How will it get the business back to improved profitability, revenue growth, and cash flow generation?
Subsidies
As far as Bombardier is concerned, subsidies have been a part of life forever.
From government subsidies for the CSeries jets to Quebec introducing a bill to help Bombardier get the Montreal subway car fleet renewal contract, Bombardier has a long history of subsidies.
But then again, the aircraft manufacturing industry is a big beneficiary of subsidizing in general; The Boeing Co. (NYSE:BA) has also received big “gifts” from all levels of the U.S. government system.
It is a business that is highly capital intensive with low margins, and subsidies have kept these businesses in the game.
Poor performance
But while this did work for a while, and Bombardier stock was a market darling in the late 1990s, everything imploded shortly thereafter, with cost overruns and missed deadlines catching up to the company.
These issues remain an ongoing problem for Bombardier.
As an example, Metrolinx, which is in charge of transportation for the Greater Toronto Area, awarded the company the $1 billion contract for 204 streetcars to be delivered by the end of 2019.
And Bombardier is nowhere near fulfilling this order in this entirety, with many production deadlines being missed, and the production schedule now being very back-end loaded.

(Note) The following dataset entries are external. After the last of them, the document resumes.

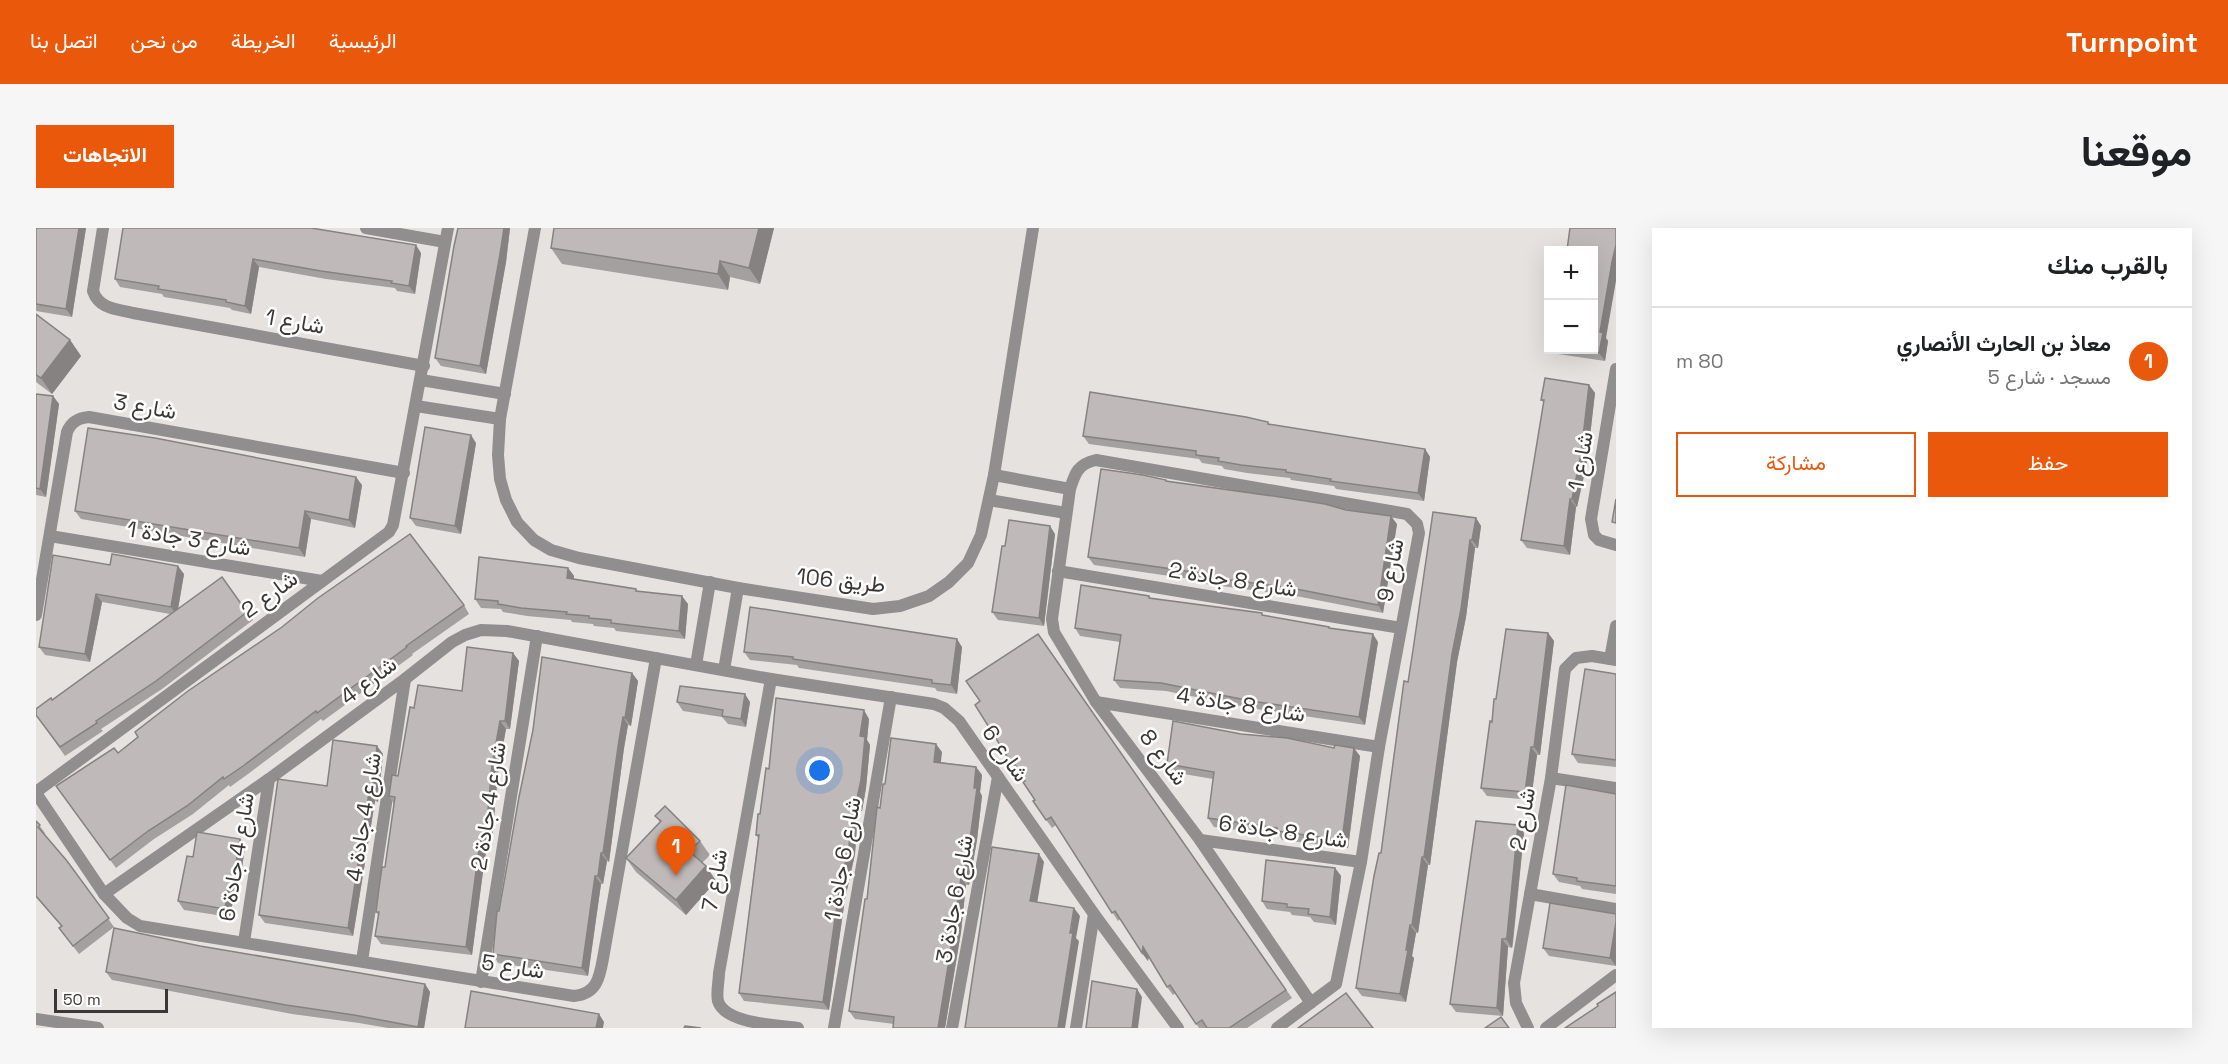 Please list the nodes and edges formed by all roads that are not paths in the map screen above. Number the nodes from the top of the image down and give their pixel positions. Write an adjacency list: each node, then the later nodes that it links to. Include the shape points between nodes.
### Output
1 (103, 228): 7 (street, شارع 1, via 93,291 104,306)
2 (366, 228): 6 (street)
3 (447, 228): 6 (street)
4 (535, 228): 10 (street, طريق 106)
5 (1033, 228): 15 (street, طريق 106)
6 (445, 242): 7 (street)
7 (424, 366): 9 (street, شارع 2)
8 (1616, 369): 13 (street, شارع 1)
9 (421, 380): 10 (street); 11 (street, شارع 2)
10 (504, 394): 12 (street, طريق 106)
11 (416, 406): 12 (street); 14 (street, شارع 2)
12 (500, 419): 23 (street, طريق 106, via 500,479 518,522 534,540 579,558)
13 (1612, 422): 20 (street, شارع 1, via 1591,528 1599,540)
14 (404, 473): 19 (street, شارع 3, via 81,418 67,432); 22 (street, شارع 2, via 389,532)
15 (994, 475): 16 (street); 17 (street, طريق 106)
16 (1070, 489): 18 (street, شارع 9); 27 (street, شارع 9, via 1083,463 1096,460 1407,514 1417,524 1419,533)
17 (989, 500): 18 (street); 24 (street, طريق 106, via 981,535 968,563 929,596 900,606 873,609)
18 (1066, 513): 21 (street, شارع 8)
19 (50, 536): 22 (street, شارع 3 جادة 1); 25 (street, شارع 3)
20 (1616, 545)
21 (1058, 571): 27 (street, شارع 8 جادة 2); 36 (street, شارع 8, via 1054,632)
22 (322, 581): 42 (street, شارع 2)
23 (710, 582): 24 (street, طريق 106); 31 (street)
24 (738, 588): 32 (street)
25 (36, 615)
26 (1616, 626): 30 (street)
27 (1401, 628): 37 (street, شارع 9)
28 (537, 636): 29 (street, شارع 4); 33 (street, شارع 4, via 481,630 465,635); 52 (street, شارع 4 جادة 2)
29 (656, 658): 31 (street, شارع 4); 52 (street, شارع 5, via 599,978 591,991 574,996)
30 (1613, 659): 39 (street, شارع 2, via 1576,658 1565,669)
31 (696, 665): 32 (street, شارع 6)
32 (724, 670): 34 (street, شارع 6)
33 (405, 679): 40 (street, شارع 4); 50 (street, شارع 4 جادة 4)
34 (771, 679): 35 (street, شارع 6); 56 (street, شارع 7, via 719,973 718,1000 723,1010 736,1019)
35 (891, 697): 38 (street, شارع 6, via 944,708 959,721); 57 (street, شارع 6 جادة 1)
36 (1096, 702): 37 (street, شارع 8 جادة 4); 43 (street, شارع 8)
37 (1379, 747): 44 (street, شارع 9)
38 (998, 777): 48 (street, شارع 6); 58 (street, شارع 6 جادة 3)
39 (1551, 778): 41 (street); 46 (street, شارع 2)
40 (269, 779): 45 (street, شارع 4); 49 (street, شارع 4 جادة 6)
41 (1616, 788)
42 (36, 792): 45 (street)
43 (1200, 840): 44 (street, شارع 8 جادة 6); 53 (street, شارع 8)
44 (1360, 862): 53 (street, شارع 9, via 1336,984)
45 (104, 894): 49 (street, شارع 5, via 140,926)
46 (1530, 894): 47 (street); 62 (street, شارع 2, via 1514,983 1516,1003)
47 (1616, 909)
48 (1094, 914): 59 (street); 60 (street, شارع 6)
49 (244, 942): 50 (street, شارع 5)
50 (362, 961): 52 (street, شارع 5)
51 (1616, 975): 63 (street)
52 (481, 982)
53 (1311, 1003): 61 (street)
54 (36, 1019): 55 (street)
55 (98, 1028)
56 (798, 1028)
57 (834, 1028)
58 (952, 1028)
59 (1077, 1028)
60 (1178, 1028)
61 (1276, 1028)
62 (1528, 1028)
63 (1546, 1028)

Despite the fact that it has set up new production lines to meet this deadline, we have good reason to be skeptical.
Supply chain issues and manufacturing problems have been blamed for the missed deadlines, and while it looks like production has been ramped up, the company has not inspired confidence in its ability to handle this project.

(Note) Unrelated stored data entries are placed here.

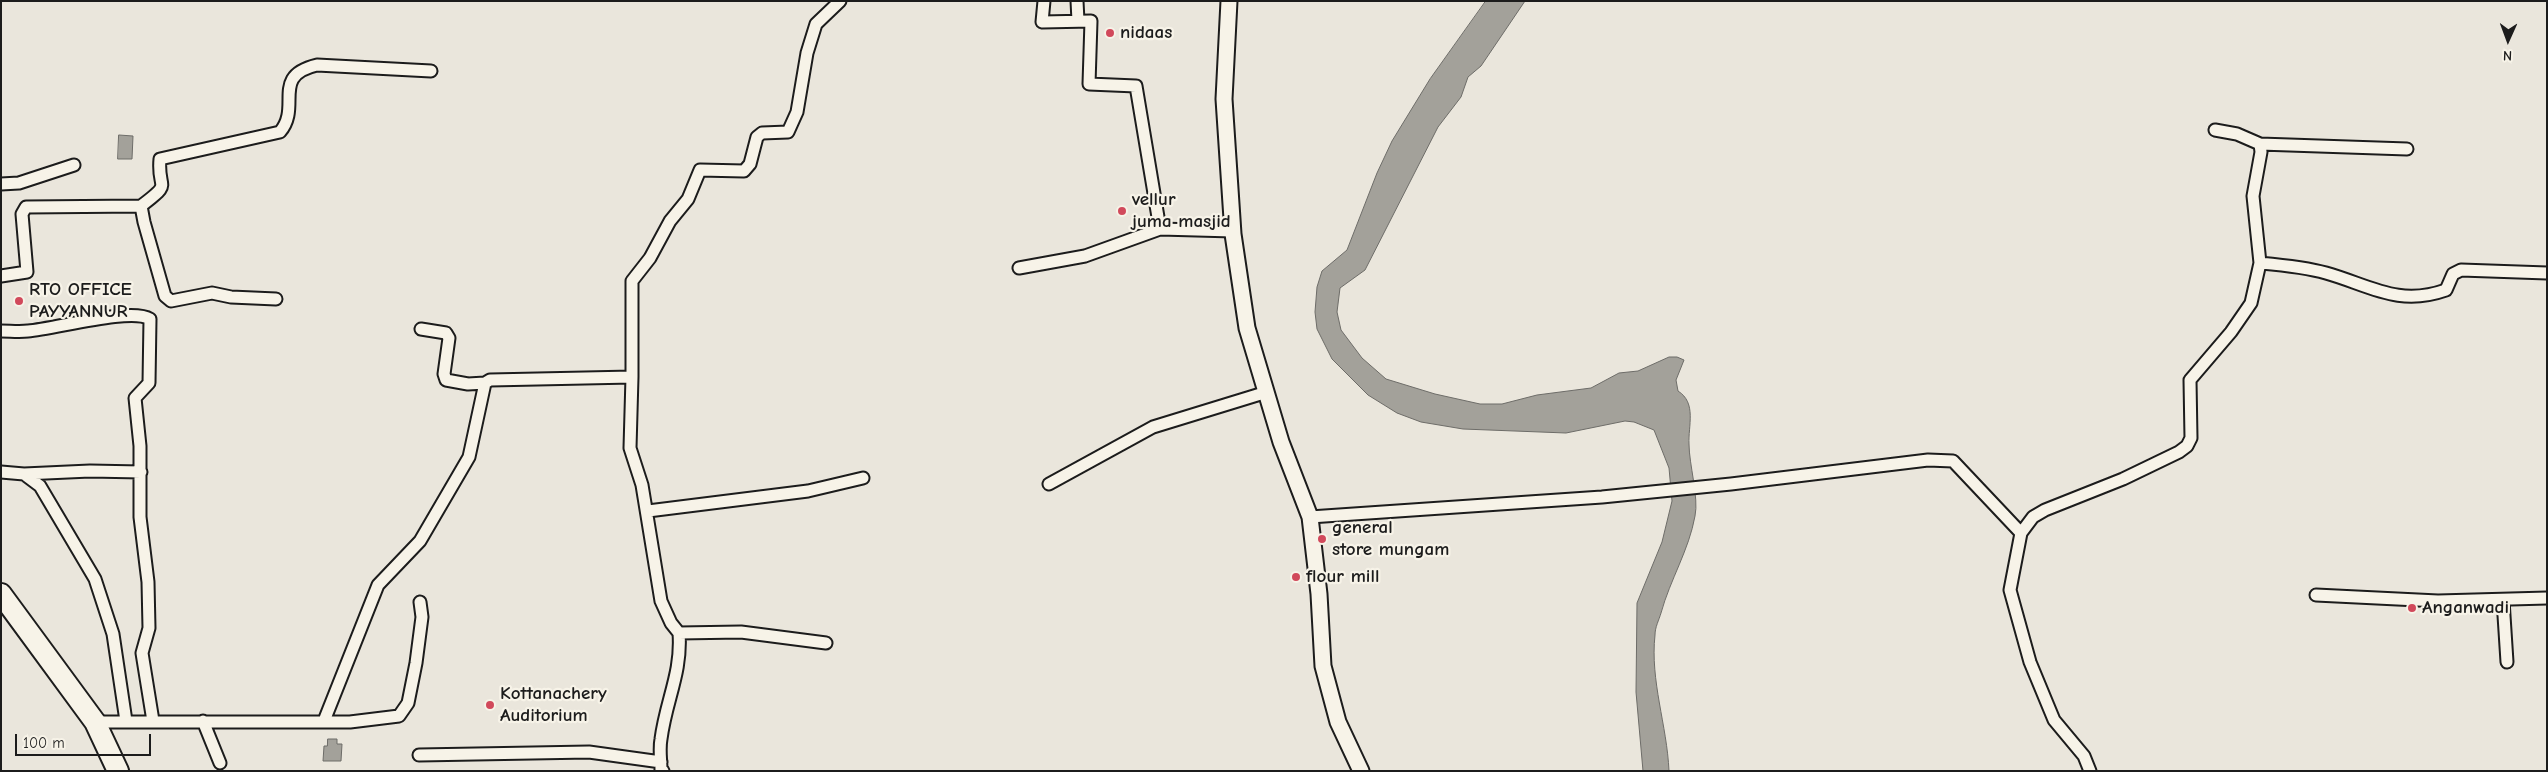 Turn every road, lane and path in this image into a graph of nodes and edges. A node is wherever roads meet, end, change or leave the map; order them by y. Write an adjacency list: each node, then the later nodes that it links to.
1 (840, 1): 22 (street)
2 (1044, 1): 5 (street)
3 (1078, 1): 5 (street)
4 (1229, 1): 14 (main road)
5 (1078, 21): 13 (street)
6 (431, 70): 12 (street)
7 (2215, 130): 8 (street)
8 (2260, 144): 9 (street); 15 (street)
9 (2407, 149)
10 (74, 166): 11 (street)
11 (1, 184)
12 (141, 206): 18 (street); 19 (street)
13 (1160, 229): 14 (street); 16 (street)
14 (1233, 231): 24 (main road)
15 (2260, 263): 17 (street); 32 (street)
16 (1019, 268)
17 (2547, 273)
18 (1, 276)
19 (276, 299)
20 (421, 329): 23 (street)
21 (1, 331): 26 (street)
22 (632, 377): 23 (street); 30 (street)
23 (485, 383): 44 (street)
24 (1267, 392): 29 (street); 31 (main road)
25 (1, 472): 27 (street)
26 (141, 472): 27 (street); 42 (street)
27 (24, 474): 41 (street)
28 (864, 478): 30 (street)
29 (1049, 484)
30 (648, 512): 38 (street)
31 (1310, 517): 32 (street); 50 (main road)
32 (2021, 533): 51 (street)
33 (1, 594): 45 (highway)
34 (2316, 595): 36 (street)
35 (2547, 598): 36 (street)
36 (2503, 600): 40 (street)
37 (420, 602): 44 (street)
38 (679, 632): 39 (street); 48 (street)
39 (826, 643)
40 (2507, 662)
41 (126, 721): 42 (street); 45 (street)
42 (153, 721): 43 (street)
43 (203, 721): 44 (street); 47 (street)
44 (324, 721)
45 (95, 722): 49 (highway)
46 (419, 755): 48 (street)
47 (220, 763)
48 (662, 766)
49 (113, 769)
50 (1361, 771)
51 (2090, 771)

As a result, in its order for light-rail vehicles, Metrolinx has stated that it will only accept 76 light rail vehicles of the 182 originally ordered from Bombardier; a competitor of Bombardier has been invited into the process.

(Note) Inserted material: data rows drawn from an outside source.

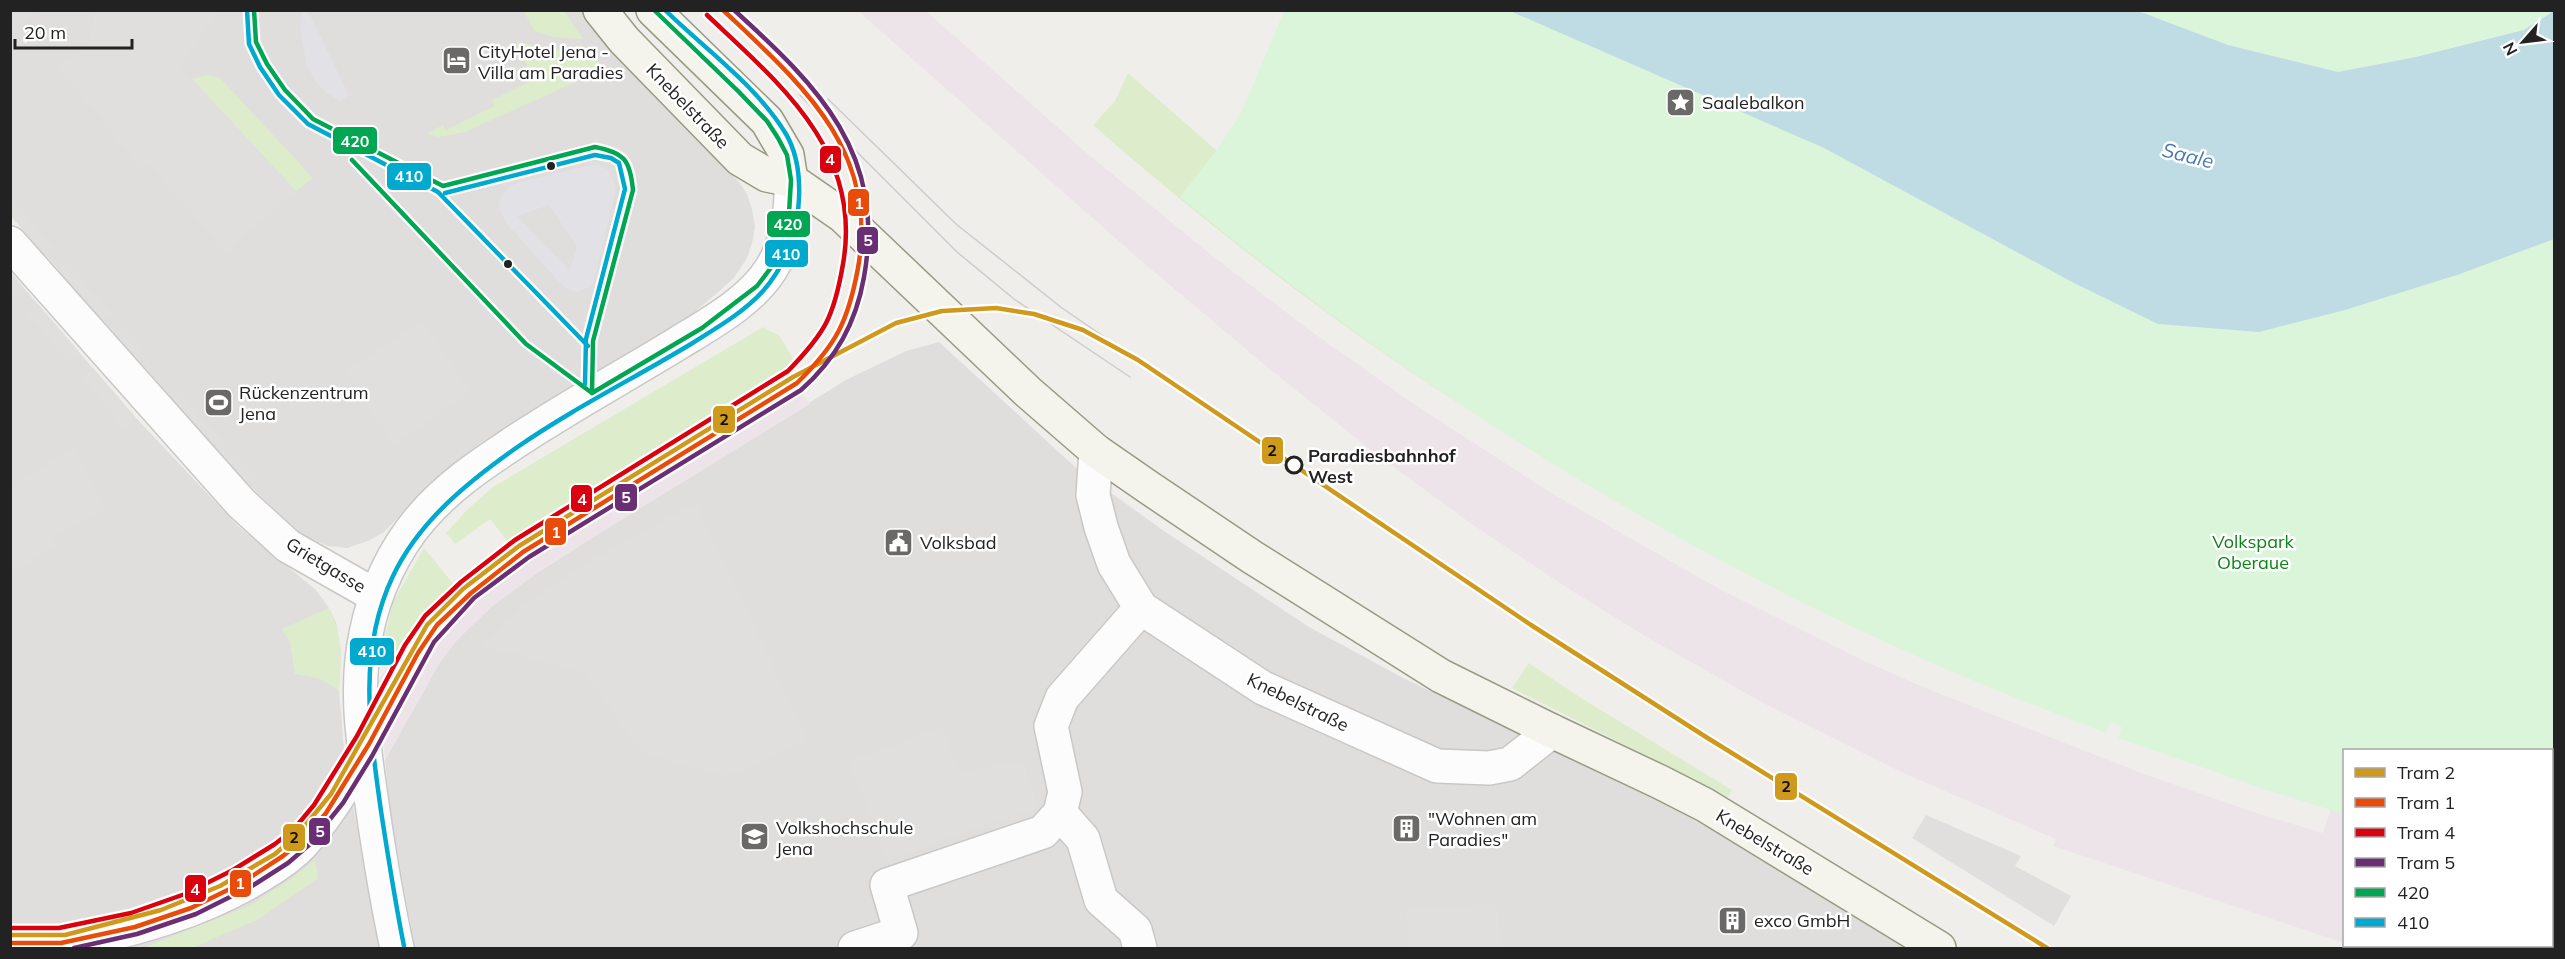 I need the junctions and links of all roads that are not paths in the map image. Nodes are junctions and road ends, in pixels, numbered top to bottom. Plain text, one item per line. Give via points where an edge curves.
1 (600, 10) edge
2 (653, 10) edge
3 (791, 180) junction
4 (10, 243) edge
5 (1096, 451) junction
6 (376, 596) junction
7 (1141, 608) junction
8 (1552, 731) junction
9 (365, 754) junction
10 (1060, 813) junction
11 (63, 946) dead end
12 (397, 948) edge
13 (855, 948) edge
14 (1140, 948) edge
15 (1939, 948) edge

1 - 3 main road, Knebelstraße via 624,40 740,159 767,175
2 - 3 main road via 767,121 787,154
3 - 5 main road, Knebelstraße via 843,216 1028,392
3 - 6 street via 788,230 771,269 757,286 702,328 555,415 472,471 421,518 388,569
4 - 6 street, Grietgasse via 241,503 288,546
5 - 7 street, Knebelstraße via 1093,495 1101,527 1114,564
5 - 8 main road, Knebelstraße via 1252,557 1441,676
6 - 9 street, Grietgasse via 366,633 359,693
7 - 8 street, Knebelstraße via 1263,688 1437,766 1489,768 1510,764
7 - 10 street via 1062,698 1051,726 1065,792
8 - 15 main road, Knebelstraße via 1704,806
9 - 11 street via 323,818 282,862 236,890 188,912
9 - 12 street, Grietgasse
10 - 13 street via 1042,832 887,885 901,933
10 - 14 street via 1083,839 1101,900 1135,930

The transportation segment, which accounts for over 50% of the company’s total revenue, saw a 12% increase in revenue in 2017, but these production delays continue to destroy the reputation of the company.
Turnaround plan
Bombardier launched a a five-year plan, or turnaround program, to enhance shareholder value creation in 2015.
The goal is to increase revenue by $4 billion to greater than $20 billion, hit EBIT margins of more than 8%, and to generate sustainable free cash flow of between $750 million and $1 billion a year by 2020.
In 2017, revenue was $16.2 billion, pretty much flat compared to 2016 revenue, EBIT (before special items) was 4.1% compared to 2.6% in 2017, and the company was free cash flow negative to the tune of $786 million.
It appears that while the company does have some redeeming qualities, the road ahead will be long and hard.